Montag, 11. März 2019

Rezension: Gangsterblues – Harte Geschichten

Bausch, Gangsterblues Harte Geschichten, 1. Auflage, Ullstein 2018

Von Rechtsanwalt Marc Becker, Leipzig


Wem der Name Joe Bausch nichts sagt, dem dürfte zumindest als passioniertem Tatort-Zuschauer das Gesicht des Autors bekannt sein. Neben seinen Tätigkeiten als Regierungsmedizinaldirektor in der JVA Werl, Buchautor und Moderator ist der Autor als charismatischer Rechtsmediziner Joseph Roth im Kölner Tatort zu sehen. Das vorliegende Buch speist sich aber allein aus der hauptberuflichen Tätigkeit des Autors als Anstaltsarzt einer Justizvollzugsanstalt.
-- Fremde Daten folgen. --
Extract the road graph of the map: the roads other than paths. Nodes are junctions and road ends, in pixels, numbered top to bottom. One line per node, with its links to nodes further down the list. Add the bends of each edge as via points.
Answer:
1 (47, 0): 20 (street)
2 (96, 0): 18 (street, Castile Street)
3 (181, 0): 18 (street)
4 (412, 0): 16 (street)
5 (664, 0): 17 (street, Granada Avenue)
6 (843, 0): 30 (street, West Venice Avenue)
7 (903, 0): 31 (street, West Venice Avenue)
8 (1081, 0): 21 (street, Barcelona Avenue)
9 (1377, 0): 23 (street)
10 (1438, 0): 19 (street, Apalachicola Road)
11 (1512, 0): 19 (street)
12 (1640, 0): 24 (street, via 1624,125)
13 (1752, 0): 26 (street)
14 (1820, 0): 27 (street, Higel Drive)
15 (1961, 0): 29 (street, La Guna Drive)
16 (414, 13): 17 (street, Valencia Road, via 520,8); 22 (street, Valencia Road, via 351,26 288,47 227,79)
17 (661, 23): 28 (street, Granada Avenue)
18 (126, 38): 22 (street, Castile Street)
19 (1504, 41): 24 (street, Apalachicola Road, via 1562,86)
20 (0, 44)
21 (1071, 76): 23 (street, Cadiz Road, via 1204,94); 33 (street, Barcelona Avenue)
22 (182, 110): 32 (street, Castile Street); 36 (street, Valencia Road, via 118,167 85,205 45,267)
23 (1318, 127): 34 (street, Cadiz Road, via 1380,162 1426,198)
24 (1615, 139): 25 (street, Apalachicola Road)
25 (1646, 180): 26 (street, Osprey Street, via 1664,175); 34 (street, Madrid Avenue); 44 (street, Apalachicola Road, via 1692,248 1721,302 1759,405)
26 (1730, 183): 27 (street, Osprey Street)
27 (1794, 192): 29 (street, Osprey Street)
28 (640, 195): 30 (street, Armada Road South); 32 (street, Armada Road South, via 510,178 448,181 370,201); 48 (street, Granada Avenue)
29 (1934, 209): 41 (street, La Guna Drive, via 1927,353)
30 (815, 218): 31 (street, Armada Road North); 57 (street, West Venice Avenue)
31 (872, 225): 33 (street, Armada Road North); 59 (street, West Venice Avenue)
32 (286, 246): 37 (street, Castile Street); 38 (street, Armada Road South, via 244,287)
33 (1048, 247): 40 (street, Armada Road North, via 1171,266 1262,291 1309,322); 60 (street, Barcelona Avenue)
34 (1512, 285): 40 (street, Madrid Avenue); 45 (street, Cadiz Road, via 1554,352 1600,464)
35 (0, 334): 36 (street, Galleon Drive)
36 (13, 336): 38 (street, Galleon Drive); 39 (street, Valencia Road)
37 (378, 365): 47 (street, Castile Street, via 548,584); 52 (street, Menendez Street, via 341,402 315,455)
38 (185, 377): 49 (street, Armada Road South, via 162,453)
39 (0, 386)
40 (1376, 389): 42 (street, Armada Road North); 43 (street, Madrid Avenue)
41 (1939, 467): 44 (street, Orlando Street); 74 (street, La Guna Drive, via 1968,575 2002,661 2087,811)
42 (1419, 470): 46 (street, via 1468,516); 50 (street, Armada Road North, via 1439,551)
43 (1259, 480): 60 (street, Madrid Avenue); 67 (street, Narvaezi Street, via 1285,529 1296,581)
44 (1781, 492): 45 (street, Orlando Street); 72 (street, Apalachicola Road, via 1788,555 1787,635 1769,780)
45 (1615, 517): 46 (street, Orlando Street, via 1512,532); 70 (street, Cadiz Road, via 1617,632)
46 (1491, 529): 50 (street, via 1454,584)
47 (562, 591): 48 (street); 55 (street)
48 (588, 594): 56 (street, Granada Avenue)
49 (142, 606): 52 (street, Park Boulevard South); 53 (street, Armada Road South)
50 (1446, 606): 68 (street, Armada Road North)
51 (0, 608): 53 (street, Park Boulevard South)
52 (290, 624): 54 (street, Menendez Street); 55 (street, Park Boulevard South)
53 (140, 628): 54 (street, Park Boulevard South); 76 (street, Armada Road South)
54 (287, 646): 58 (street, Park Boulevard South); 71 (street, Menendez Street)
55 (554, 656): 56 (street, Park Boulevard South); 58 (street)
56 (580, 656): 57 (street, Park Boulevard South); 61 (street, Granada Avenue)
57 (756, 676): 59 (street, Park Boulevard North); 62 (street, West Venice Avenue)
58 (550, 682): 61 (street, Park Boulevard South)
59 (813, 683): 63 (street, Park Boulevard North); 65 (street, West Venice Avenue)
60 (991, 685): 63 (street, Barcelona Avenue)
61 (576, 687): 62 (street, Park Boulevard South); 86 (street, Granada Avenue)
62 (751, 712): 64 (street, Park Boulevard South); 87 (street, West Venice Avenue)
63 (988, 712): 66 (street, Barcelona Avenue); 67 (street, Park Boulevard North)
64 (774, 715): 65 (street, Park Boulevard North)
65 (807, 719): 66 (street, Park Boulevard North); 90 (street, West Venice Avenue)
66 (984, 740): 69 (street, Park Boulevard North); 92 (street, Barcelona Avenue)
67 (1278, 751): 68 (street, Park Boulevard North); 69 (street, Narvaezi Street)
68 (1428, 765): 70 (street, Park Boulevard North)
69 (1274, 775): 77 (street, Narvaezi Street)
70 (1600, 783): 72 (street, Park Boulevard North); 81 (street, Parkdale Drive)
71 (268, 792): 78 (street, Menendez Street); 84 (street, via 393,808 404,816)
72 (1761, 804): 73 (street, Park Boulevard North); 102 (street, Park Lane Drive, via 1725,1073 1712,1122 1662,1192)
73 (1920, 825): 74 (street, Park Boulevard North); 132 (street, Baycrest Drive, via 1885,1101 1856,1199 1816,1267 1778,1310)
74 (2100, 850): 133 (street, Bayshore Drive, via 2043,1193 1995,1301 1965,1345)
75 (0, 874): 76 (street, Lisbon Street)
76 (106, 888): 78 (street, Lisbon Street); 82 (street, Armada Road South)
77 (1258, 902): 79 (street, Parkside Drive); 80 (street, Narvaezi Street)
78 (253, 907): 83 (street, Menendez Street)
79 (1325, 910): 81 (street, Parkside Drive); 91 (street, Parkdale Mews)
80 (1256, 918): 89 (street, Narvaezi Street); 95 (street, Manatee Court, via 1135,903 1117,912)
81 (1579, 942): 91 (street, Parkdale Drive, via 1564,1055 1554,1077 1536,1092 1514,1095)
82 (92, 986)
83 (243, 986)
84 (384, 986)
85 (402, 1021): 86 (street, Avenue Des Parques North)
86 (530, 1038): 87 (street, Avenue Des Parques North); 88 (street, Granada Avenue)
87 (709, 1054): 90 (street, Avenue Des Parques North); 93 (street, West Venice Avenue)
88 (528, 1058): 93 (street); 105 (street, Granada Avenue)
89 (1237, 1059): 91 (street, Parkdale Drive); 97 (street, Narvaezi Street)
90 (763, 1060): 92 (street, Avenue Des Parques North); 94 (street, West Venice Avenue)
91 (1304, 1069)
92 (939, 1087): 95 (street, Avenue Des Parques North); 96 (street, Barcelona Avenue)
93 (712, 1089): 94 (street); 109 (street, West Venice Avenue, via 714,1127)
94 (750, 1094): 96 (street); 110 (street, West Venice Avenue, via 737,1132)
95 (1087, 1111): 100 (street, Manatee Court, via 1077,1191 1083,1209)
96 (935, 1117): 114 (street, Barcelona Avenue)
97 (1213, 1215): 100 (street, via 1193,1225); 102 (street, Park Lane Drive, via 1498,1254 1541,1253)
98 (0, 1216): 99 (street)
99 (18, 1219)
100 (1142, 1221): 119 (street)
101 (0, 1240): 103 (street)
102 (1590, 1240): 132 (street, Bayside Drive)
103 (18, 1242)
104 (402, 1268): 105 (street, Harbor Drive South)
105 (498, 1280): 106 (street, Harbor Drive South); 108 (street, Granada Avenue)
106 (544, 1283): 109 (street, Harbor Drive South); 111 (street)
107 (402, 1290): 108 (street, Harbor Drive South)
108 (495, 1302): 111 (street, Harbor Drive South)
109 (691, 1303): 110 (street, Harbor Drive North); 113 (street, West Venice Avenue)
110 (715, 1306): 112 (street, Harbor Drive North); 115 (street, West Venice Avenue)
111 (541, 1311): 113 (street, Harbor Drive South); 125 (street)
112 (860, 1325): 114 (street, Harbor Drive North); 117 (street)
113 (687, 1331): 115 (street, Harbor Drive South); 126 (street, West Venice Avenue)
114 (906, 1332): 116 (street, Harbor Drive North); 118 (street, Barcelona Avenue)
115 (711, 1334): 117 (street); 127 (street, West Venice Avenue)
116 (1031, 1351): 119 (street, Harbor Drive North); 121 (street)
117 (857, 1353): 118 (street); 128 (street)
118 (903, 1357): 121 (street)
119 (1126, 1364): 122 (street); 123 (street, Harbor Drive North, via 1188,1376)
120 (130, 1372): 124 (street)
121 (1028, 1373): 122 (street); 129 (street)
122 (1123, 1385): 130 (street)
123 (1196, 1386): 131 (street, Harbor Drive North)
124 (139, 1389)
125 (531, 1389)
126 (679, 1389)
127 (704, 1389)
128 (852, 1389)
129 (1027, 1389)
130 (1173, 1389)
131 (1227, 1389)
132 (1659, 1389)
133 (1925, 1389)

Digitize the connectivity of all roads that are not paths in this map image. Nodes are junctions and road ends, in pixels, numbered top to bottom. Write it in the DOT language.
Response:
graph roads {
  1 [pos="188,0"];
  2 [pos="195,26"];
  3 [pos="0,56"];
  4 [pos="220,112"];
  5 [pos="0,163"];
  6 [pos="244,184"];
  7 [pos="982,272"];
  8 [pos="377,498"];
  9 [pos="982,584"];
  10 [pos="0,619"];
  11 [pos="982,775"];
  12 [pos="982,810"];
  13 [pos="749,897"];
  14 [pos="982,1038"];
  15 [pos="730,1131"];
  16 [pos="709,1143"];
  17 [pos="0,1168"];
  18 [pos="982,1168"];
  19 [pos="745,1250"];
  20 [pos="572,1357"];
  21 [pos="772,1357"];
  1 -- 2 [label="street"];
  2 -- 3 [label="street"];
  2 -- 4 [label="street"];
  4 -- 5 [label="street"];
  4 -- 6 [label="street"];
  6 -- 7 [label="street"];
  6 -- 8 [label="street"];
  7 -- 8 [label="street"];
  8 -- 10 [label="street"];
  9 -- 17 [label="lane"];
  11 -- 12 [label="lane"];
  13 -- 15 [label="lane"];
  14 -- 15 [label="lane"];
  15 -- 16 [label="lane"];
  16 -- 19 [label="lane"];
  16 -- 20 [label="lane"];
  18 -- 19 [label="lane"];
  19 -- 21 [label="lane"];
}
Gangsterblues ist bereits das zweite Buch von Bausch nach dem Vorgänger Knast, das in Deutschland zum Bestseller wurde. Anders als das Erstlingswerk, das eher den Gefängnisalltag in verschiedenen Facetten („Knastwährung“, „Tod im Knast“) aus der Sicht des Arztes darstellte, widmet sich Bausch hier in insgesamt 12 Kapiteln (nebst Vorwort), Einzelgeschichten von Insassen. Der Autor stellt selbst dem Buch voran, dass keine tatsächlichen Schicksale geschildert werden, sondern vielmehr der „Alltag in deutschen Gefängnissen“. Was Wahrheit und was Fiktion ist, bleibt daher während des gesamten Buches weithin offen. Sicher dürfte sein, dass der Autor in seiner beruflichen Eigenschaft Unmengen von Geschichten und Eindrücken gesammelt hat, die sich in jeder der Geschichten wiederfinden. Andererseits dürfte es bei keiner dieser Geschichten gelingen, sie auf eine eindeutige, wahre Begebenheit zurückzuführen. Nicht alle Geschichten handeln unmittelbar von Erlebnissen, die durch Insassen an den Autor herangetragen wurden. So handelt die letzte Geschichte „Mörderkind“ von der Angst einer Zeugin vor der Entlassung eines durch sie belasteten Mörders. Allen Geschichten ist gemein, dass sie von der ganzen Bandbreite menschlicher Emotionen handeln: Angst, Reue, Trauer, Wut, Ehre, Würde und Stolz.

Jedes einzelne Kapitel ist eine in sich geschlossene Kurzgeschichte, sodass man die Kapitel auch einzeln und ungeordnet lesen kann. Überwiegend beginnt die Geschichte damit, dass der Autor schildert, wie und wann der jeweilige Gefangene engeren Kontakt zu ihm gesucht hat und wie sich daraus der weitere intensivere Kontakt entspann.

Ohne die Inhalte der Kurzgeschichten vorwegnehmen zu wollen, möchte ich für die Kapitel Nach dem Schützenfest, Auf die Knochen und Unter dem Radar eine besondere Leseempfehlung aussprechen. Alle drei Geschichten zeichnen sich dadurch aus, dass man mit den Protagonisten fühlt und Bausch versucht – ohne Effekthascherei – psychische Vorgänge zu skizzieren. Insbesondere Unter dem Radar hinterlässt beim Leser ein Unwohlsein, lässt ihn in tiefe Abgründe blicken und man kommt nicht umhin, auch für die Hauptperson eine Spur Mitleid zu empfinden – oder wie es im Buch heißt: „Möchtest du solche Bilder haben, die ständig in deiner Birne kreisen?“.

Der Autor hat mit Gangsterblues eine spannende Sammlung von Kurzgeschichten vorgelegt, die von ihrer authentischen Sprache und den Charakteren leben. Dabei verzichtet er auf billige Effekthascherei, setzt aber auch nicht auf eine reduzierte Sprache wie etwa Ferdinand von Schirach in seinen Büchern. Jede Geschichte zeugt davon, dass der Autor – was leider nicht immer selbstverständlich ist – auch Inhaftierten und Straftätern auf Augenhöhe begegnet und im Umgang mit ihnen ungeachtet ihrer Taten auf Professionalität und Respekt setzt. Dabei beschönigt und romantisiert er nichts, zeigt jedoch auf, dass eine Geschichte oft viele Facetten haben kann und oftmals hat. Insgesamt handelt es sich um eine kurzweilige Lektüre, die interessierten Lesern nur ans Herz gelegt werden kann.